*WHAT THE EXERCISE ASKS*. Return the data below in full and exactly, except that the pictures are dropped.
-- AVAILABLE DATA follows --
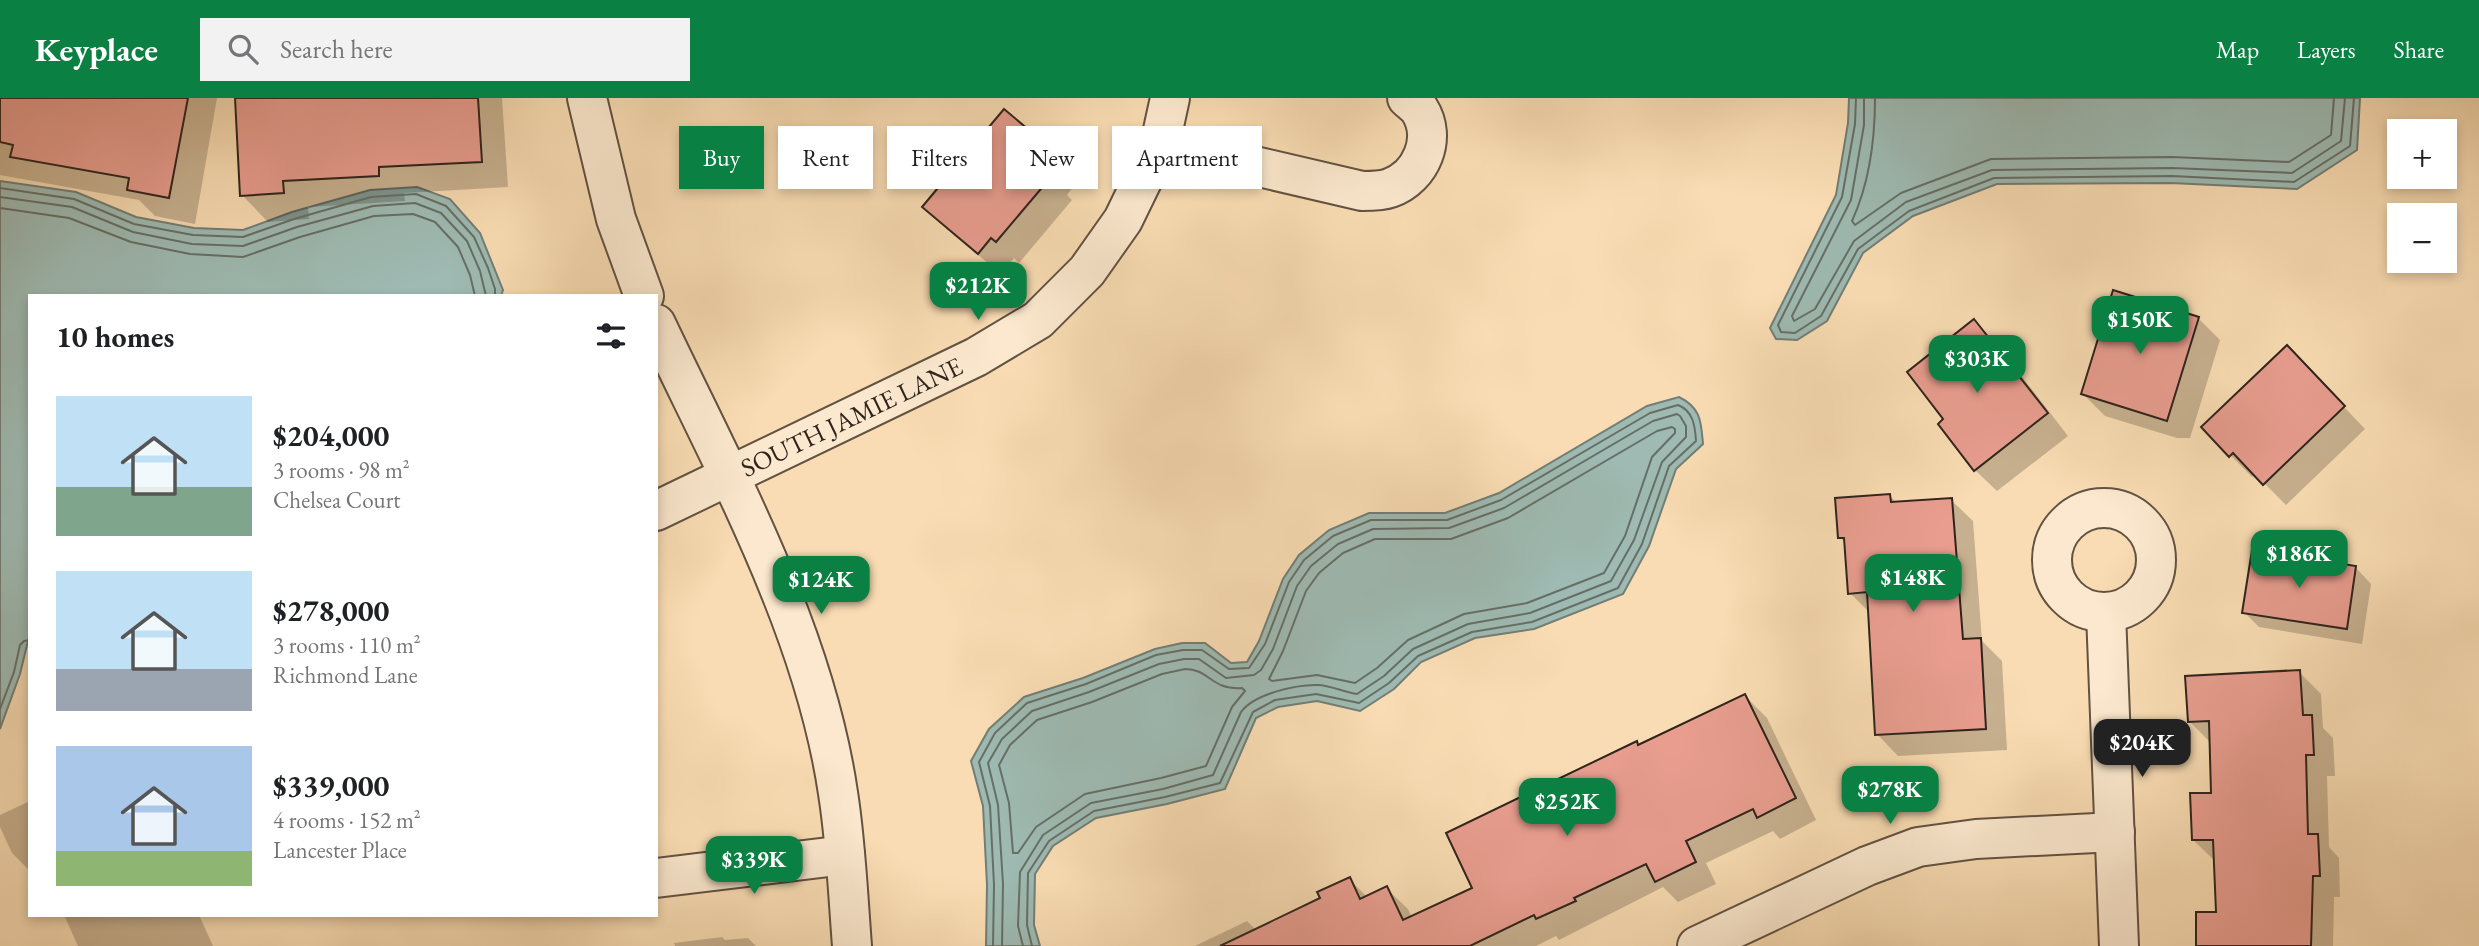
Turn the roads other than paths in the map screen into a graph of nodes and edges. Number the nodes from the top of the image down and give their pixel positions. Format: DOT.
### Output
graph roads {
  1 [pos="587,98"];
  2 [pos="1170,98"];
  3 [pos="1407,98"];
  4 [pos="1164,126"];
  5 [pos="1262,168"];
  6 [pos="1138,189"];
  7 [pos="643,294"];
  8 [pos="658,328"];
  9 [pos="729,477"];
  10 [pos="658,510"];
  11 [pos="2106,613"];
  12 [pos="2115,832"];
  13 [pos="845,855"];
  14 [pos="658,878"];
  15 [pos="852,946"];
  16 [pos="1697,946"];
  17 [pos="2119,946"];
  1 -- 7 [label="street"];
  2 -- 4 [label="street, SOUTH JAMIE LANE"];
  3 -- 5 [label="street"];
  6 -- 9 [label="street, SOUTH JAMIE LANE"];
  8 -- 9 [label="street"];
  9 -- 10 [label="street, SOUTH JAMIE LANE"];
  9 -- 13 [label="street"];
  11 -- 12 [label="street"];
  12 -- 16 [label="street"];
  12 -- 17 [label="street"];
  13 -- 14 [label="street"];
  13 -- 15 [label="street"];
}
-- AVAILABLE DATA concluded --
*ANSWER BELOW*.
Turn the roads other than paths in the map screen into a graph of nodes and edges. Number the nodes from the top of the image down and give their pixel positions. Format: DOT.
### Output
graph roads {
  1 [pos="587,98"];
  2 [pos="1170,98"];
  3 [pos="1407,98"];
  4 [pos="1164,126"];
  5 [pos="1262,168"];
  6 [pos="1138,189"];
  7 [pos="643,294"];
  8 [pos="658,328"];
  9 [pos="729,477"];
  10 [pos="658,510"];
  11 [pos="2106,613"];
  12 [pos="2115,832"];
  13 [pos="845,855"];
  14 [pos="658,878"];
  15 [pos="852,946"];
  16 [pos="1697,946"];
  17 [pos="2119,946"];
  1 -- 7 [label="street"];
  2 -- 4 [label="street, SOUTH JAMIE LANE"];
  3 -- 5 [label="street"];
  6 -- 9 [label="street, SOUTH JAMIE LANE"];
  8 -- 9 [label="street"];
  9 -- 10 [label="street, SOUTH JAMIE LANE"];
  9 -- 13 [label="street"];
  11 -- 12 [label="street"];
  12 -- 16 [label="street"];
  12 -- 17 [label="street"];
  13 -- 14 [label="street"];
  13 -- 15 [label="street"];
}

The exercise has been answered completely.